Christoph Sensen, the director general of HCEMM, on the roof of its new HQ.

BBJ: What is the concept behind the new approaches?

CS: If we could find markers that tell early on whether or not a treatment is successful, you could change the treatment to another strategy that is better for the patient. And it will also be cheaper because a shorter treatment will cost less. This is the diagnostic part. We are also looking for markers that allow us to tell early on if a disease is starting to develop. Brain tumors are typically discovered when they are already the size of a walnut, which is too late; therefore, the death rate is extremely high. Why do we find them so late? Because in the brain, there are no nerves for pain. If we had markers for these cancers circulating in the bloodstream, for example, we could check them once a year, as we do now for other diseases, like prostate cancer. So, if we could detect these earlier, the treatment success rate would be higher, the quality of life for the patients would increase, and the costs of the treatment would also be much lower. These are the strategies that we are now trying to develop.

BBJ: What kind of professionals are you looking for?

CS: This is now the second call, and we are looking to establish six or seven new research groups at our new headquarters in Szeged. These are independent of the HCEMM owners, so they are directly paid through grants that come from the Hungarian government as matching funding for the initial teaming grant. The jobs offered are quite attractive, as they allow the establishment of new research groups at a new site, where the groups design their work environment entirely from scratch. This is quite a rare opportunity, which may come only once in the life of a scientist!

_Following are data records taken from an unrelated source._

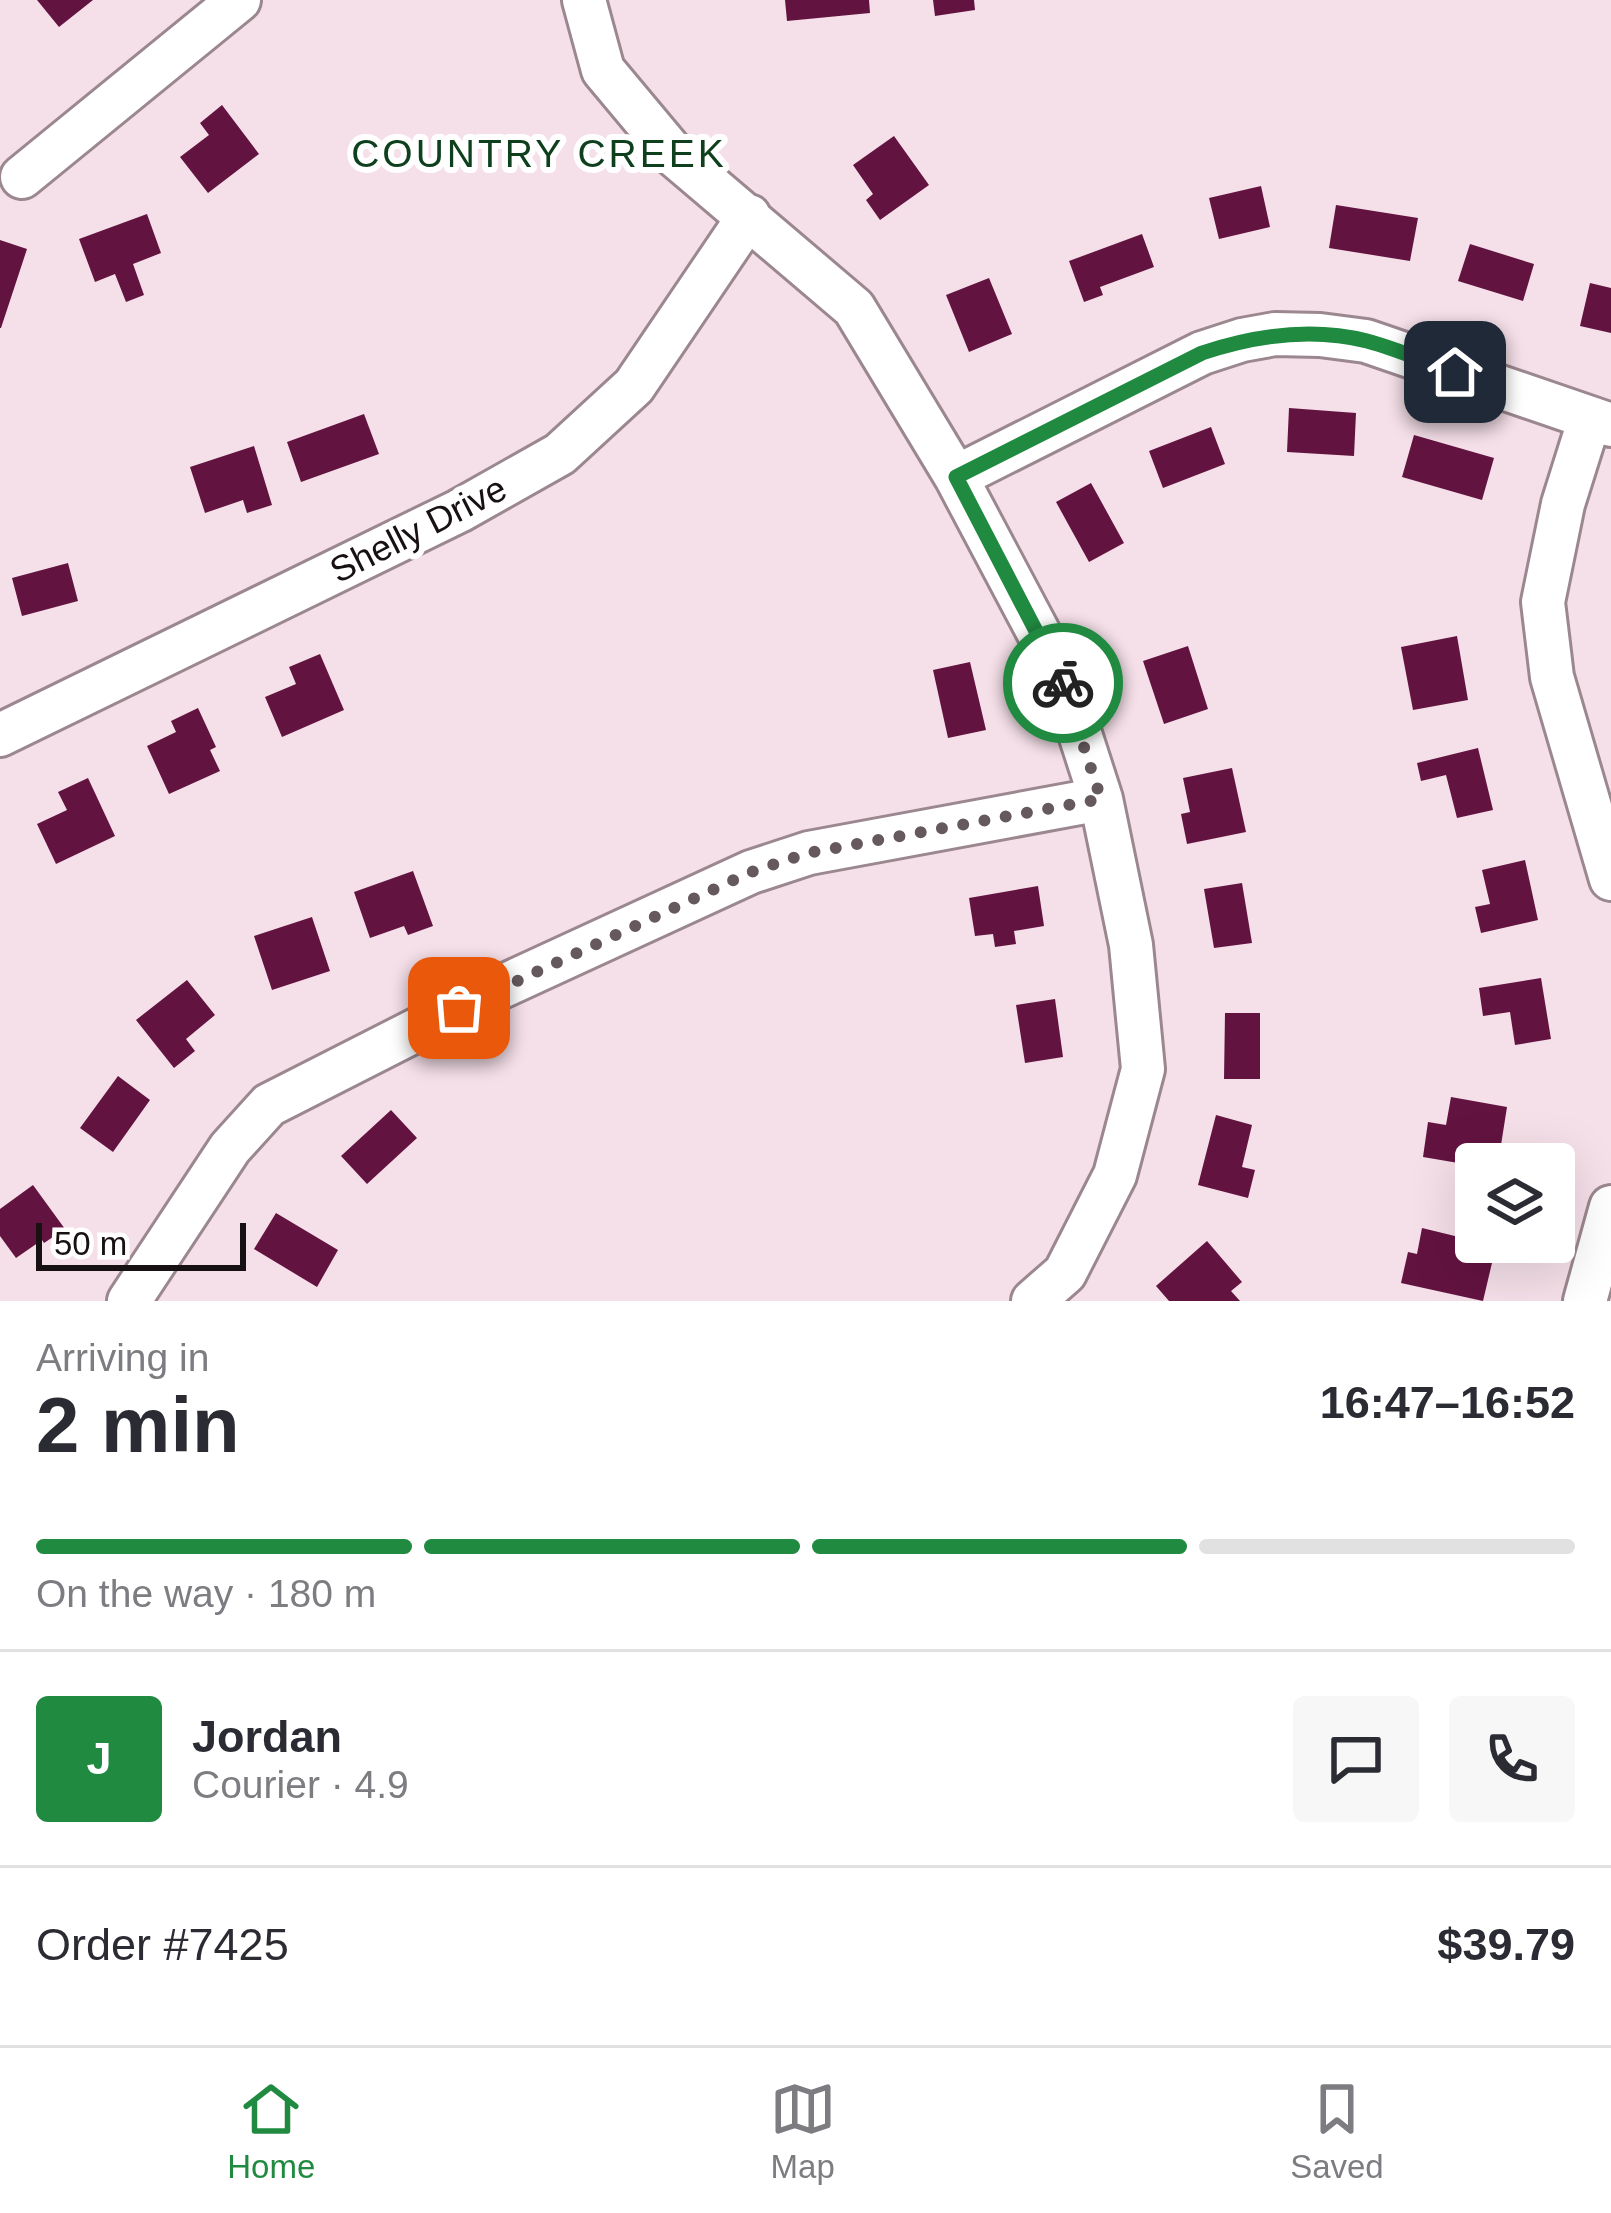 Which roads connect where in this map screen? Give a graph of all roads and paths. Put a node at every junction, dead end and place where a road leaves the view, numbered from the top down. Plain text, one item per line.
1 (239, 0) edge
2 (584, 0) edge
3 (22, 177) dead end
4 (749, 216) junction
5 (1600, 422) edge
6 (956, 477) junction
7 (0, 735) edge
8 (1101, 799) junction
9 (1611, 879) edge
10 (1611, 1207) edge
11 (129, 1301) edge
12 (1033, 1301) edge
13 (1585, 1301) edge

1 - 3 street
2 - 4 street
4 - 6 street
4 - 7 street, Shelly Drive
5 - 6 street
5 - 9 street
6 - 8 street
8 - 11 street
8 - 12 street
10 - 13 street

We are also establishing a so-called advanced core facility for scientific computing at the headquarters, which will benefit all of the HCEMM groups. This is currently an underdeveloped research area in Hungary, so we plan to make, with European and national funds, a contribution not just to 20-25 groups of HCEMM but to the rest of Hungary as well.

BBJ: What is the roadmap that you are seeking to follow?

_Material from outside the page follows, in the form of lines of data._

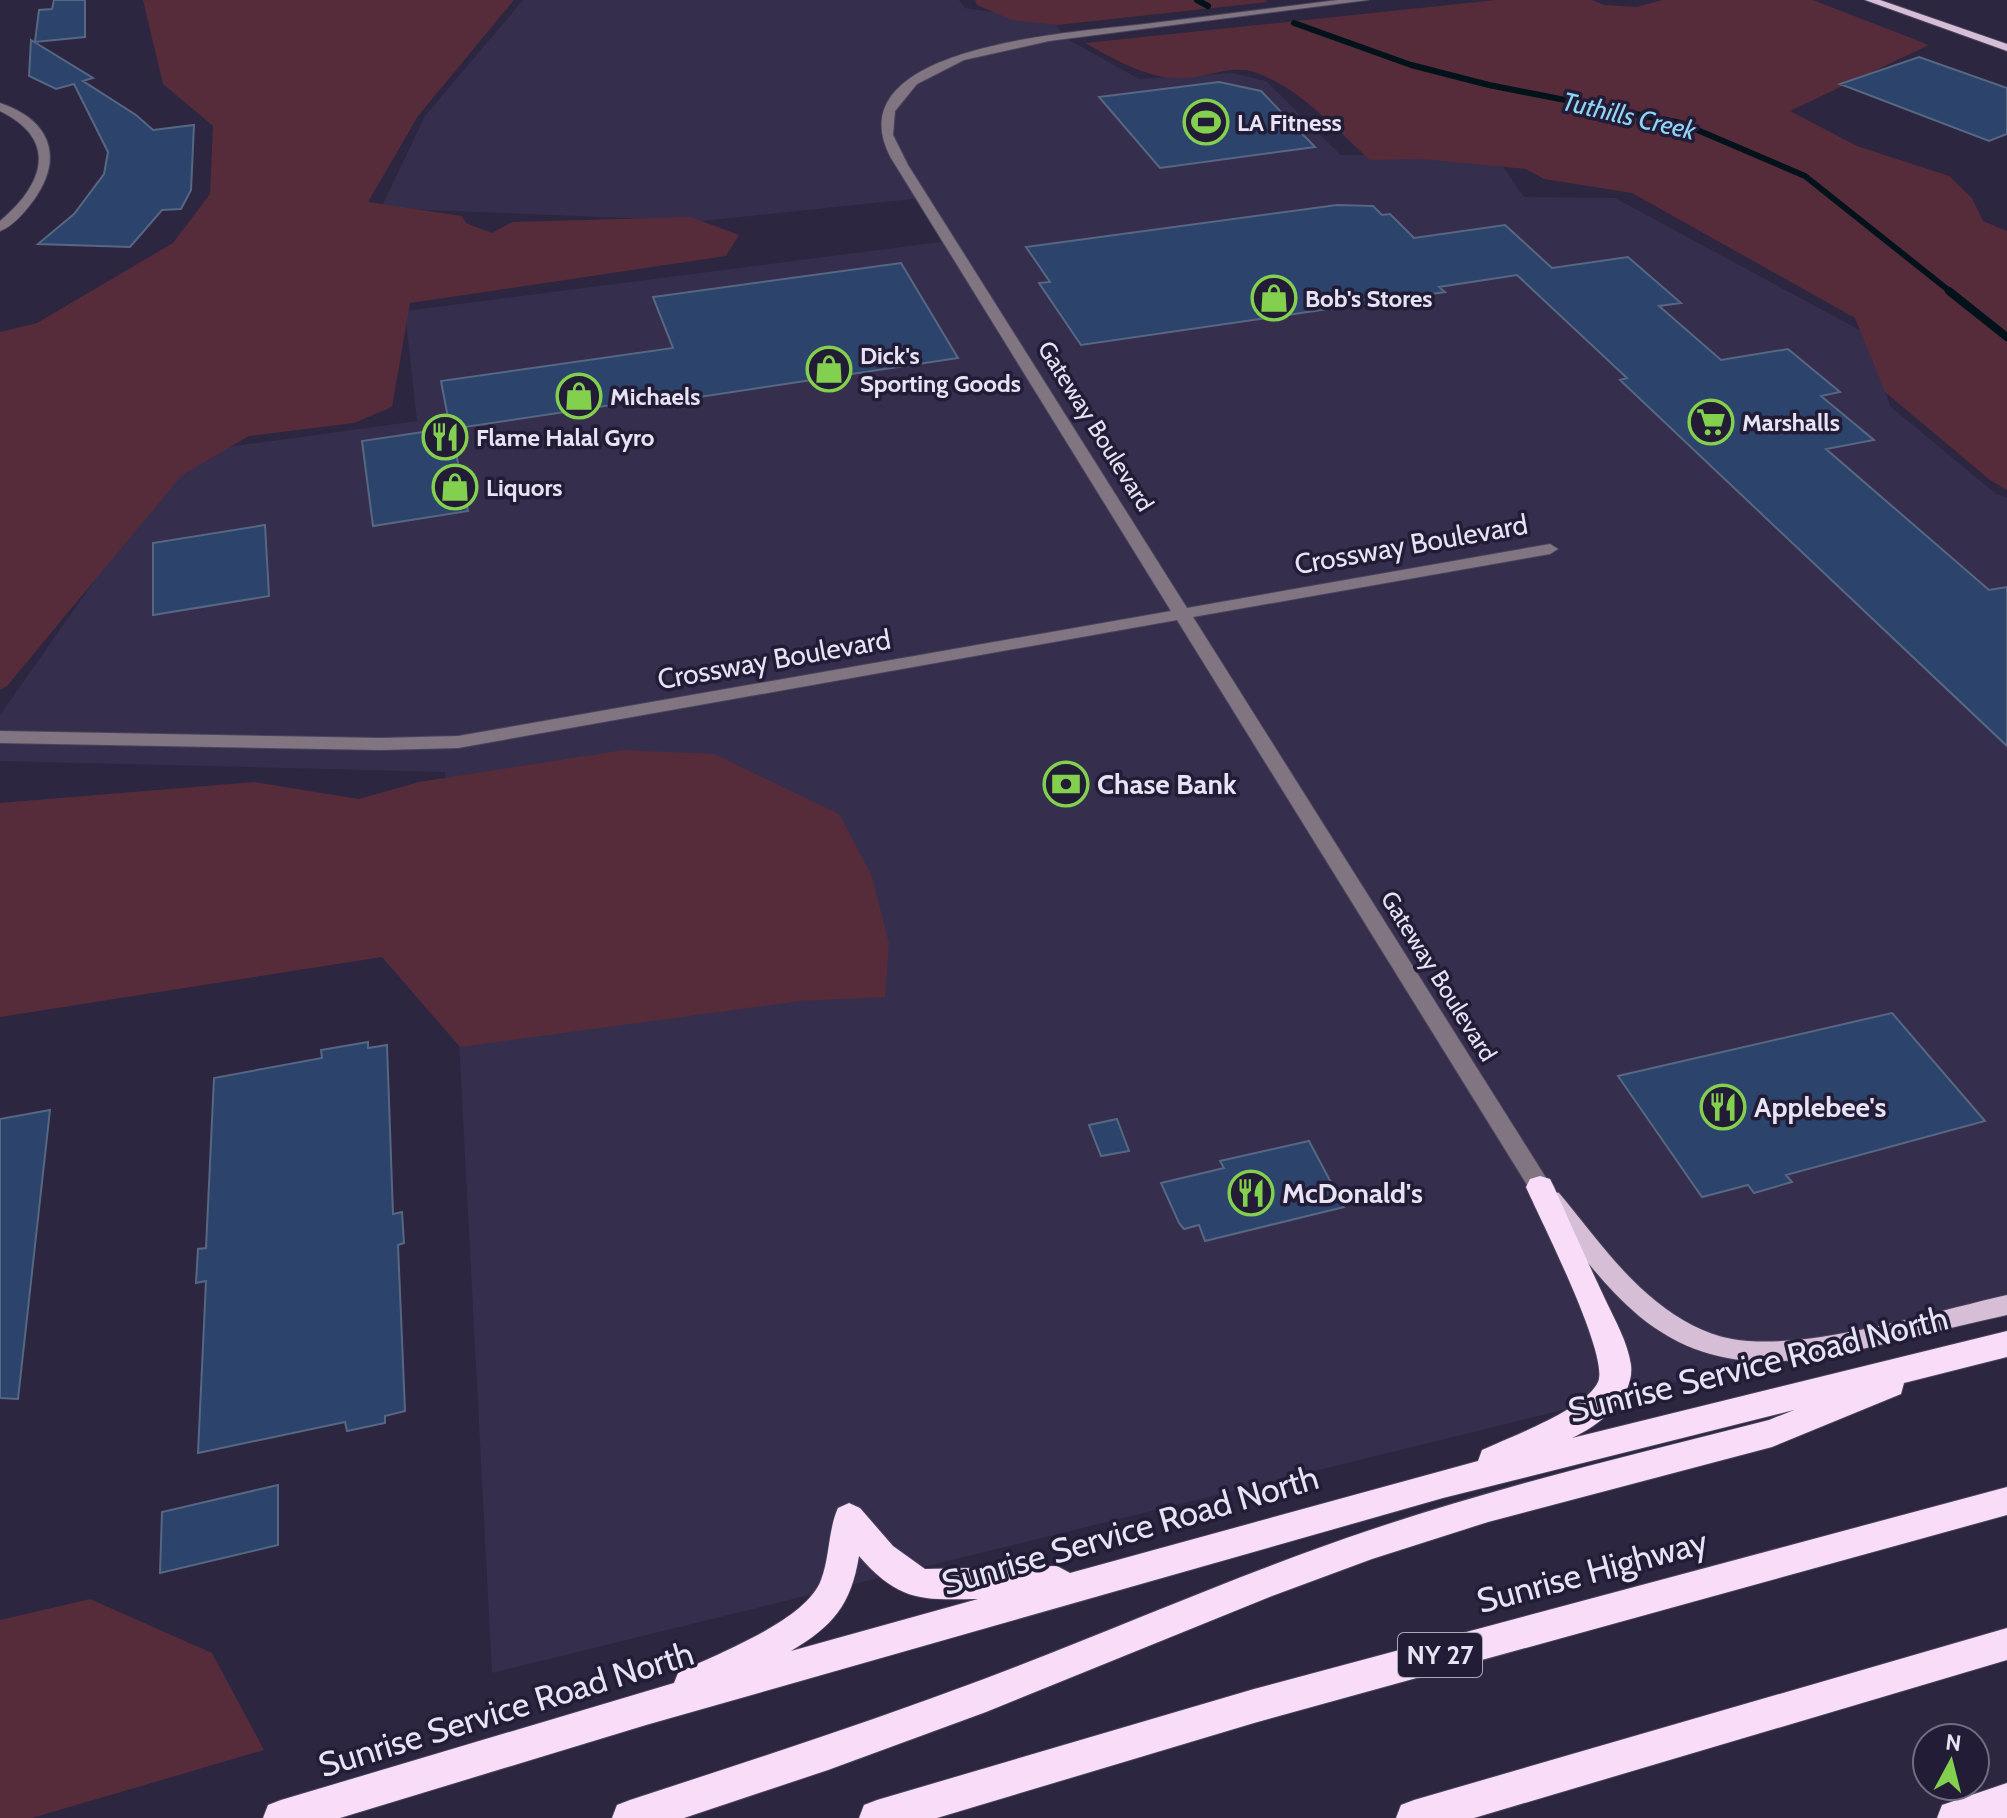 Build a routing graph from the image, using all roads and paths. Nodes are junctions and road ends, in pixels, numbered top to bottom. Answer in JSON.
{"nodes":[{"id":1,"x":1363,"y":0,"type":"edge"},
{"id":2,"x":1876,"y":1,"type":"edge"},
{"id":3,"x":2007,"y":48,"type":"edge"},
{"id":4,"x":0,"y":106,"type":"edge"},
{"id":5,"x":0,"y":227,"type":"edge"},
{"id":6,"x":1550,"y":549,"type":"dead end"},
{"id":7,"x":1182,"y":612,"type":"junction"},
{"id":8,"x":0,"y":737,"type":"edge"},
{"id":9,"x":1540,"y":1187,"type":"junction"},
{"id":10,"x":2007,"y":1305,"type":"edge"},
{"id":11,"x":2007,"y":1344,"type":"edge"},
{"id":12,"x":1973,"y":1351,"type":"junction"},
{"id":13,"x":1443,"y":1484,"type":"junction"},
{"id":14,"x":2007,"y":1501,"type":"edge"},
{"id":15,"x":1095,"y":1580,"type":"junction"},
{"id":16,"x":2007,"y":1644,"type":"edge"},
{"id":17,"x":646,"y":1708,"type":"junction"},
{"id":18,"x":2007,"y":1801,"type":"edge"},
{"id":19,"x":281,"y":1818,"type":"edge"},
{"id":20,"x":630,"y":1818,"type":"edge"},
{"id":21,"x":877,"y":1818,"type":"edge"},
{"id":22,"x":1414,"y":1818,"type":"edge"},
{"id":23,"x":1955,"y":1818,"type":"edge"}],
"edges":[{"from":1,"to":7,"type":"street","name":"Gateway Boulevard"},
{"from":2,"to":3,"type":"main road"},
{"from":4,"to":5,"type":"street"},
{"from":6,"to":7,"type":"street","name":"Crossway Boulevard"},
{"from":7,"to":8,"type":"street","name":"Crossway Boulevard"},
{"from":7,"to":9,"type":"street","name":"Gateway Boulevard"},
{"from":9,"to":10,"type":"main road"},
{"from":9,"to":13,"type":"highway"},
{"from":11,"to":12,"type":"highway","name":"Sunrise Service Road North"},
{"from":12,"to":13,"type":"highway","name":"Sunrise Service Road North"},
{"from":12,"to":20,"type":"highway"},
{"from":13,"to":15,"type":"highway","name":"Sunrise Service Road North"},
{"from":14,"to":21,"type":"highway","name":"Sunrise Highway","number":"NY 27"},
{"from":15,"to":17,"type":"highway","name":"Sunrise Service Road North"},
{"from":15,"to":17,"type":"highway"},
{"from":16,"to":22,"type":"highway"},
{"from":17,"to":19,"type":"highway","name":"Sunrise Service Road North"},
{"from":18,"to":23,"type":"highway"}]}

CS: To give you an example, we are trying to establish new technologies in the next three-to-four years in the diagnostics field. In Hungary, sepsis has a mortality rate of 38%. Over 4,000 people die in hospitals from sepsis every year here. If we detect it two days earlier and we can interfere two days earlier with antibiotics, when the bacterial or fungal load in the blood is still low, the patient’s chance of survival is much better. If we can develop this into a routine diagnostic test, it will be a significant benefit to patients as well as healthcare providers.

COVID and sepsis are interlinked because the COVID virus lowers the immune system, and people eventually often die from a secondary bacterial infection, which ultimately causes sepsis. In our study, we will also look for markers for the severity of the COVID infection, and hopefully, this information can be used over time to guide the treatment of patients with information gained when they first present at a doctor. In summary, we are looking for long-term solutions that the healthcare system can use on a large scale for the benefit of many.